From March 9 through April 1, 2018 Marina Bay hosts i Light Marina Bay, an International Light Festival held since 2010 to bring a touch of magic to Singapore nights. The Festival is accredited as Asia’s most important ecologically sustainable light festival, focusing on sustainability, energy conservation and recycling ever since its first edition. A number of installations are created with recycled materials collected specifically for the purpose among sponsors and supporters. The artistic installations appearing in the 2017 edition included “The Urchins” by Choi+Shine Architects, which attracted my attention for its ability to transform a traditional technique shared by many cultures, crocheting, into an urban macro-installation bringing a touch of poetry to the Singapore skyline.

In “The Urchins” installation at the i Light Marina Bay Festival, architects Jin Choi and Thomas Shine, founders of Choi+Shine Architects, clearly drew their inspiration from nature, and specifically the natural shape of the sea urchin. The constituent elements of architecture provide the inspiration for a recent installation entitled The Flying Mosque designed for the twentieth Islamic Arts Festival of Sharjah, UAE from December 13 2017 to January 23 2018. The architects identified architectural elements shared by all cultures and reduced them to their pure geometric essence. They then set up the space with these individual elements, once more made out of metal frames covered with crocheting. It is up to the observer to put together the parts and form a harmonious whole. The elements are positioned in such a way that when they are seen from a particular angle, the composition as a whole looks like a mosque made of crocheted parts, and as spectators move about, they see the single parts which can be read and observed individually.

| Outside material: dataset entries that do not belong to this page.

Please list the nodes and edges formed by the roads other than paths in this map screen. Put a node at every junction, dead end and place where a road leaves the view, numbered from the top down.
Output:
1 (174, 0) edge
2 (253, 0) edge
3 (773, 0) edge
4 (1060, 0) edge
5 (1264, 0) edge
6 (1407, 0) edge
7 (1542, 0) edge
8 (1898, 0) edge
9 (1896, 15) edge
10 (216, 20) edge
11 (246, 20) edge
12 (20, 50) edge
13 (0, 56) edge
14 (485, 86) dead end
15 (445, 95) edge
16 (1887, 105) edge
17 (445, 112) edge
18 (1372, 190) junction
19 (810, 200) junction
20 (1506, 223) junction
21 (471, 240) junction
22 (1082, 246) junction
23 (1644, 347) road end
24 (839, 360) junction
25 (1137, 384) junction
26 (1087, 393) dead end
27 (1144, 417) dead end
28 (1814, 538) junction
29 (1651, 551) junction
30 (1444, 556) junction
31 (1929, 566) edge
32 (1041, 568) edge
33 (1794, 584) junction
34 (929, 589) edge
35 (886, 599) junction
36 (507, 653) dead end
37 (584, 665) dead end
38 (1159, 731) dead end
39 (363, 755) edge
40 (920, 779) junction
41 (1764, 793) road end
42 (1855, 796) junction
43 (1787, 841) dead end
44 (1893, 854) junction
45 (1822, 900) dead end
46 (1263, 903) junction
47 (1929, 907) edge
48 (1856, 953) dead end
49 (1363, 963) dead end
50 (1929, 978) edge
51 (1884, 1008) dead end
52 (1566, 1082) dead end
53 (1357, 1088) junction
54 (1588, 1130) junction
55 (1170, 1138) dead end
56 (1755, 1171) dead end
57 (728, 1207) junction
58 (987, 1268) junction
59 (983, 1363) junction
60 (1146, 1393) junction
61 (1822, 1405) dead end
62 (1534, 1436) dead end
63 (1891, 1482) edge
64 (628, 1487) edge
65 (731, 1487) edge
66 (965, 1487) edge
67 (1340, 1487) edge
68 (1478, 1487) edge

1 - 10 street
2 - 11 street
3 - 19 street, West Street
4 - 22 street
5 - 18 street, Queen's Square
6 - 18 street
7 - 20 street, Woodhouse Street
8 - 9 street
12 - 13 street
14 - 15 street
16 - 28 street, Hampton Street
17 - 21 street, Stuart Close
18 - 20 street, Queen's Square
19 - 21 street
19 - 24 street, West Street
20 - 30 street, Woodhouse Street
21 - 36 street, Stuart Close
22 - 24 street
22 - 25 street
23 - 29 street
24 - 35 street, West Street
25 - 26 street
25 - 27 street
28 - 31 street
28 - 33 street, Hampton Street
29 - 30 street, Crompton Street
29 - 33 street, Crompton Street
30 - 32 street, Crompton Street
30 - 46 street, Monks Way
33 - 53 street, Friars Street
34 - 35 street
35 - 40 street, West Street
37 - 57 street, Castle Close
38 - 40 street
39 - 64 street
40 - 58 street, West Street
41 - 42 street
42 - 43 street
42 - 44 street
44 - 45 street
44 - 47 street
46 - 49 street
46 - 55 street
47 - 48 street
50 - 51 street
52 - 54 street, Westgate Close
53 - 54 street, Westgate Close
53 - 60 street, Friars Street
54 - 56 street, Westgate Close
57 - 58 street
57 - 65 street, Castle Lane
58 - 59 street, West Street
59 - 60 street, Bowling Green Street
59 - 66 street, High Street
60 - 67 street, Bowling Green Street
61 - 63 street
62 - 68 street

In presenting their project, architects Jin Choi and Thomas Shine emphasised that the installation represents a bridge between forms of architecture which are only apparently distant. The elements of The Flying Mosque were produced using a universal technique, crocheting, which is part of everyday life in many different cultures, and speak the universal language of geometry, used everywhere in the world to make buildings and other objects. In the installation, the geometric elements form an Islamic building, but the way in which they are designed is based on that minimalism of form that is more characteristic of contemporary western design than of the Arabian tradition. If we observe the modules out of which each geometric element is made, their arrangement on the basis of a scheme and their abstract repetitiveness has a strong bond with Islamic art. The orderly, repetitive scheme induces abstraction and meditation in the onlooker. The architects’ declared intent is in fact not to concentrate visitors’ attention on particular details of the installation but to take them into the field of abstraction, freeing their minds of more mundane concerns. In this atmosphere, the natural elements make an important contribution and add a touch of poetry: light casting ethereal lengthy shadows on the ground and wind making the lacy elements wave and turn, giving these shadows a relaxing rhythmic motion.

Choi+Shine Architects has other international projects underway, for their poetic installations will be brought to the attention of the American public this year. Their new installation concept entitled "ARIZONA!" has been selected for the Canal Convergence 2018 event coming up in Scottsdale, Arizona in November 2018.